ED Coding and Reimbursement Alert

Reader Questions:

Remember, There Is No 'Extra' CPR Time

Question: A 56-year-old disabled patient presented to the ED with nausea, vomiting, and diarrhea, along with extreme weakness. While staff was initiating an IV and blood draw, the patient went into full cardiopulmonary arrest. The notes indicate 43 minutes of critical care time. Outside of that 43 minutes, the physician performed CPR for 66 minutes before the patient finally stabilized. Is there any way to account for the "extra" CPR time?

North Carolina Subscriber

Answer: No. CPR is not a time-based code, and you are supposed to report the same code regardless of total CPR time. On the claim, report the following:

- 99291 (Critical care, evaluation and management of the critically ill or critically injured patient; first 30-74 minutes) for the critical care

- 92950 (Cardiopulmonary resuscitation [e.g., in cardiac arrest]) for the CPR

- 427.5 (Cardiac arrest) appended to 99291 and 92950 to represent the patient's heart attack.

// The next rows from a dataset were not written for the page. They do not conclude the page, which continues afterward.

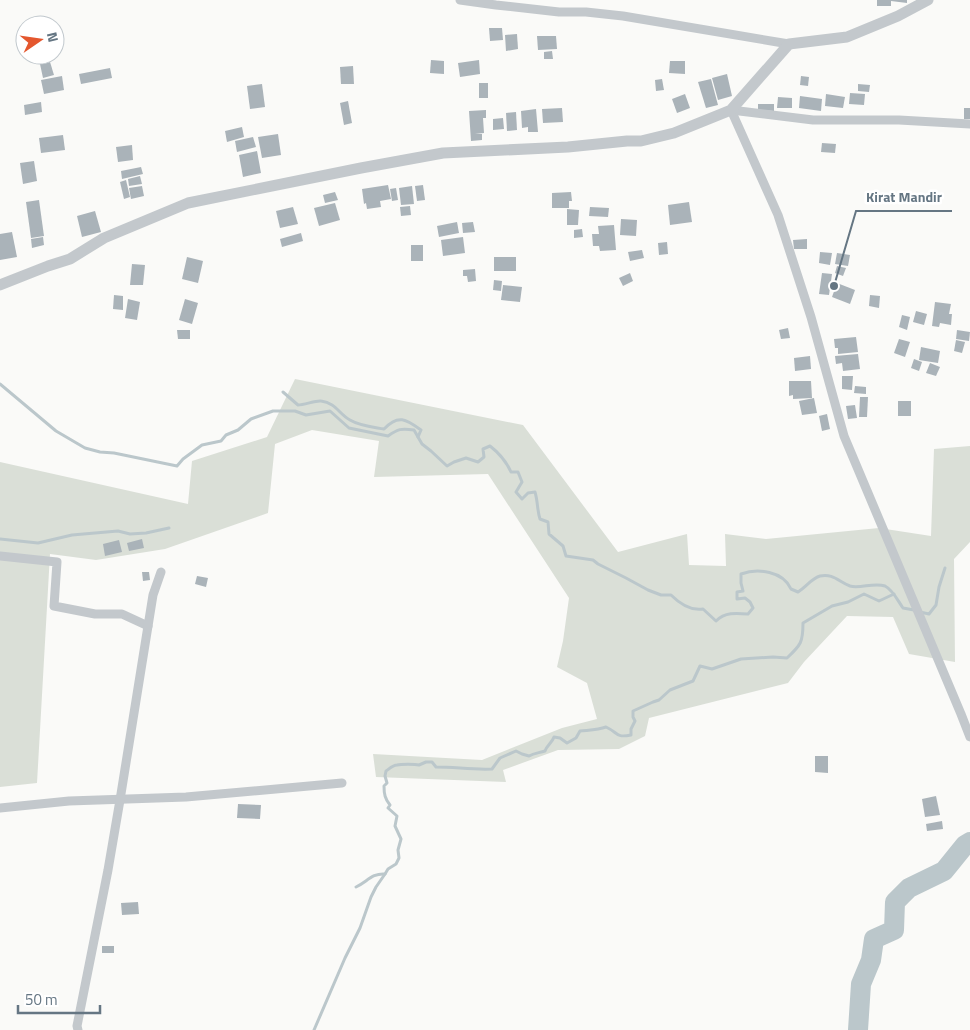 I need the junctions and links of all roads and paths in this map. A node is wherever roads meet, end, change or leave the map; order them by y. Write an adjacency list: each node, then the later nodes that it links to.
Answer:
1 (460, 0): 3 (street)
2 (928, 0): 3 (street)
3 (789, 44): 4 (street)
4 (731, 110): 5 (street); 6 (street); 10 (street)
5 (970, 124)
6 (0, 285)
7 (0, 556): 9 (street)
8 (161, 572): 9 (street)
9 (148, 626): 12 (street)
10 (970, 737)
11 (342, 783): 12 (street)
12 (120, 800): 13 (street); 14 (street)
13 (0, 808)
14 (78, 1030)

CPR or critical care: CPR is separately reportable from critical care, meaning you must carve out CPR minutes when counting time for 99291 and +99292 (- each additional 30 minutes [List separately in addition to code for primary procedure]). In the scenario above, you may report the 45 minutes of critical care and the 66 minutes of CPR. You cannot, however, count the minutes spent in CPR both ways. Remember to include the statement that the critical care time was carved out of all separately billable procedures.